_EXERCISE BRIEF_
What lines below include the string "Wißstraße"? Pick them out and copy them.

Collected data
--------------------------------------------------

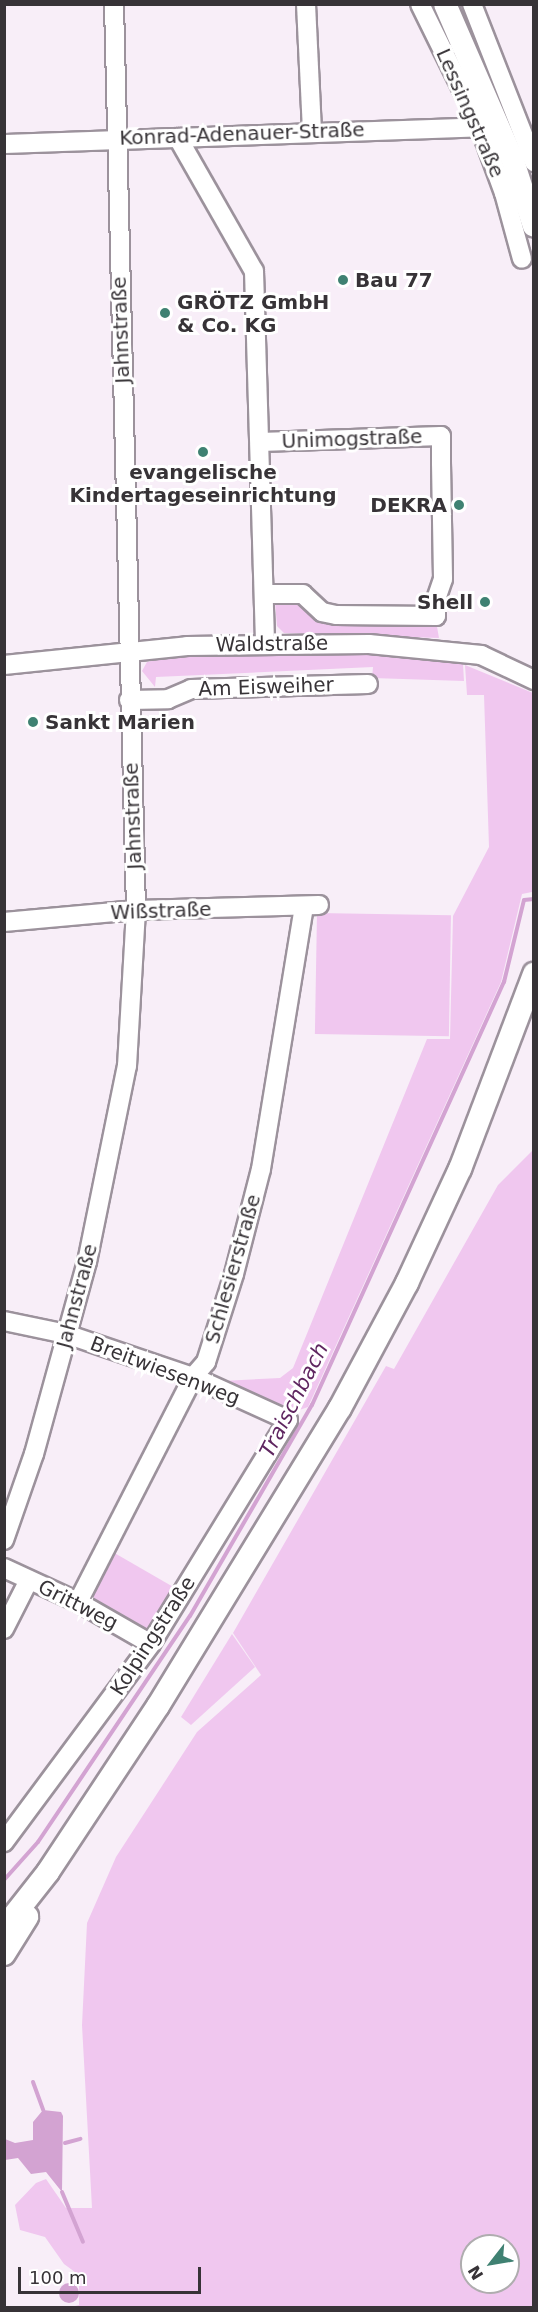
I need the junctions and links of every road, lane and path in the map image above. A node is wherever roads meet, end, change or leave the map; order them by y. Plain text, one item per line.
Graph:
1 (114, 4) edge
2 (306, 4) edge
3 (420, 4) edge
4 (445, 4) edge
5 (472, 4) edge
6 (527, 117) edge
7 (480, 127) junction
8 (312, 130) junction
9 (178, 138) junction
10 (115, 139) junction
11 (4, 144) edge
12 (534, 162) edge
13 (534, 226) edge
14 (522, 259) dead end
15 (260, 442) junction
16 (264, 594) junction
17 (264, 643) junction
18 (129, 655) junction
19 (4, 666) edge
20 (534, 680) edge
21 (368, 684) dead end
22 (129, 700) junction
23 (311, 906) joint
24 (136, 910) junction
25 (4, 922) edge
26 (534, 974) edge
27 (4, 1321) edge
28 (66, 1334) junction
29 (193, 1377) junction
30 (288, 1420) joint
31 (4, 1540) edge
32 (4, 1568) edge
33 (29, 1580) junction
34 (78, 1602) junction
35 (4, 1629) edge
36 (151, 1644) junction
37 (4, 1842) edge
38 (48, 1872) junction
39 (4, 1910) edge
40 (4, 1928) edge
41 (4, 1954) edge

1 - 10 street, Jahnstraße
2 - 8 street
3 - 7 street, Lessingstraße
4 - 13 main road
5 - 6 street
6 - 12 street
7 - 8 street, Konrad-Adenauer-Straße
7 - 14 street, Lessingstraße
8 - 9 street, Konrad-Adenauer-Straße
9 - 10 street, Konrad-Adenauer-Straße
9 - 15 street, Unimogstraße
10 - 11 street, Konrad-Adenauer-Straße
10 - 18 street, Jahnstraße
15 - 16 street, Unimogstraße
15 - 16 street, Unimogstraße
16 - 17 street, Unimogstraße
17 - 18 street, Waldstraße
17 - 20 street, Waldstraße
18 - 19 street, Waldstraße
18 - 22 street, Jahnstraße
21 - 22 street, Am Eisweiher
22 - 24 street, Jahnstraße
23 - 24 street, Wißstraße
23 - 29 street, Schlesierstraße
24 - 25 street, Wißstraße
24 - 28 street, Jahnstraße
26 - 38 main road
27 - 28 street, Breitwiesenweg
28 - 29 street, Breitwiesenweg
28 - 31 street, Jahnstraße
29 - 30 street, Breitwiesenweg
29 - 34 street, Schlesierstraße
30 - 36 street, Kolpingstraße
32 - 33 street, Grittweg
33 - 34 street, Grittweg
33 - 35 street
34 - 36 street, Grittweg
36 - 37 street, Kolpingstraße
38 - 39 main road
38 - 40 main road
38 - 41 main road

--------------------------------------------------

_RESPONSE_
23 - 24 street, Wißstraße
24 - 25 street, Wißstraße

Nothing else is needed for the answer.